Deputy Secretary of the Central Political and Legal Affairs Commission
- Incumbent
- Assumed office 24 June 2022
- Secretary: Guo Shengkun Chen Wenqing
- Preceded by: Zhao Kezhi

State Councilor of China
- Incumbent
- Assumed office 12 March 2023 Serving with Wu Zhenglong and Shen Yiqin
- Premier: Li Qiang

Minister of Public Security
- Incumbent
- Assumed office 24 June 2022
- Premier: Li Keqiang Li Qiang
- Preceded by: Zhao Kezhi

Party Secretary of the Ministry of Public Security
- Incumbent
- Assumed office 19 November 2021
- General secretary: Xi Jinping
- Minister: Guo Shengkun Zhao Kezhi
- Preceded by: Zhao Kezhi

Chief of Beijing Municipal Public Security Bureau
- In office March 2015 – April 2020
- Mayor: Wang Anshun Chen Jining
- Preceded by: Fu Zhenghua
- Succeeded by: Qi Yanjun

Personal details
- Born: 11 July 1957 (age 69) Fuzhou, Fujian
- Party: Chinese Communist Party
- Alma mater: Central Party School

= Wang Xiaohong =

Chinese politician (born 1957)

Wang Xiaohong (王小洪 (Wáng Xiǎohóng); born 11 July 1957) is a Chinese politician who has been serving as the minister of public security of China and deputy secretary of the Central Political and Legal Affairs Commission of the Chinese Communist Party (CCP) since June 2022. Wang has also been serving as a member of the CCP Secretariat under CCP General Secretary Xi Jinping since October 2022 and he is believed to be a political ally of Xi.

==Early life and education==
Wang Xiaohong was born in Fuzhou, Fujian. He joined the workforce in July 1974 and joined the Chinese Communist Party (CCP) in December 1982. He graduated from the People's Public Security University of China and the Central Party School.

==Career==

=== Fujian ===
In December 1979, he assumed the role of cadre and secretary of the Minhou County Public Security Bureau. In May 1984, he became the deputy director of the Minhou County Public Security Bureau. In January 1989, he assumed the roles of head of the Minhou County Public Security Bureau and director of the Suburban Subdistrict Branch of the Fuzhou Municipal Public Security Bureau.
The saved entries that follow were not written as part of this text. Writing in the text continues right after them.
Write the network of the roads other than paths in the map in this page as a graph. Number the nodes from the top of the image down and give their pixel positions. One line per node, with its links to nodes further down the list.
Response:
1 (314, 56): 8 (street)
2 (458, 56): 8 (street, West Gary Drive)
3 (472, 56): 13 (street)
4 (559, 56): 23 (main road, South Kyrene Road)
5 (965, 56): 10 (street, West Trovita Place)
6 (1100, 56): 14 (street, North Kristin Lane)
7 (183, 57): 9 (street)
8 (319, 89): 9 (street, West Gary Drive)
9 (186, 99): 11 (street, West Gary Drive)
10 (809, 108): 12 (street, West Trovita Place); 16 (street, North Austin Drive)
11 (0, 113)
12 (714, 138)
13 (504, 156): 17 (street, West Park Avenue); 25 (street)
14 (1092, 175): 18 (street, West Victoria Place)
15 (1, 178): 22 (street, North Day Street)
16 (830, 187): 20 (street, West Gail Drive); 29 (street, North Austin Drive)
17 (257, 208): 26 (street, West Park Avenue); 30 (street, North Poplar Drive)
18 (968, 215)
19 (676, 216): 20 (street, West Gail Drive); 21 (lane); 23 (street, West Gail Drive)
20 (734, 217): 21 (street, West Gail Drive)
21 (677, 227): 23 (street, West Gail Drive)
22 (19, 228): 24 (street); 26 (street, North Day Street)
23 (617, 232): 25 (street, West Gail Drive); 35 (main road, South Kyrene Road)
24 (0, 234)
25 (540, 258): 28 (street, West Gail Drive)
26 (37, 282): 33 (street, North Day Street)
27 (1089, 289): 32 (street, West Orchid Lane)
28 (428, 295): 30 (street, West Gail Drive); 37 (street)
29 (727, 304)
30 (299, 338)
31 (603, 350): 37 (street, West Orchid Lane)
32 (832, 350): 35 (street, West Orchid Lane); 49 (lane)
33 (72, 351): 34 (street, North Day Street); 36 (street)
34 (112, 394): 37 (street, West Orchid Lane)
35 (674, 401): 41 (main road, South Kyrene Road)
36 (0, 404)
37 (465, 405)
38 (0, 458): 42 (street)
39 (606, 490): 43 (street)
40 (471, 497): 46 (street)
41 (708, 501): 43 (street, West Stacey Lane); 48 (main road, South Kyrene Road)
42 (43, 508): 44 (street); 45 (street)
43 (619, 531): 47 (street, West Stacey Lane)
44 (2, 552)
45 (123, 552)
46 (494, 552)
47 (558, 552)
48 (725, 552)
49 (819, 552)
In August 1993, he was appointed deputy chief and deputy party secretary of Fuzhou Municipal Public Security Bureau. Since February 1998, he was promoted to chief of Fuzhou Municipal Public Security Bureau and then chief of Zhangzhou Municipal Public Security Bureau. While serving as the director of the Zhangzhou Municipal Public Security Bureau, Wang Xiaohong employed external police forces to dismantle a triad organization headed by Lü Qitai in Xiangcheng District.

In May 2002, he became deputy director of Fujian Provincial Public Security Department. In September 2011, he was appointed as the deputy mayor of Xiamen and chief of Xiamen Municipal Public Security Bureau. During that period, he oversaw the investigation of the 2013 Xiamen bus fire case.

=== Henan ===
In August 2013, he became assistant governor of Henan and director of Henan Provincial Public Security Department. In November 2013, he was appointed as the political commissar of the Armed Police Force of Henan Province and the first secretary of the Party Committee. In December 2014, he became deputy governor of Henan.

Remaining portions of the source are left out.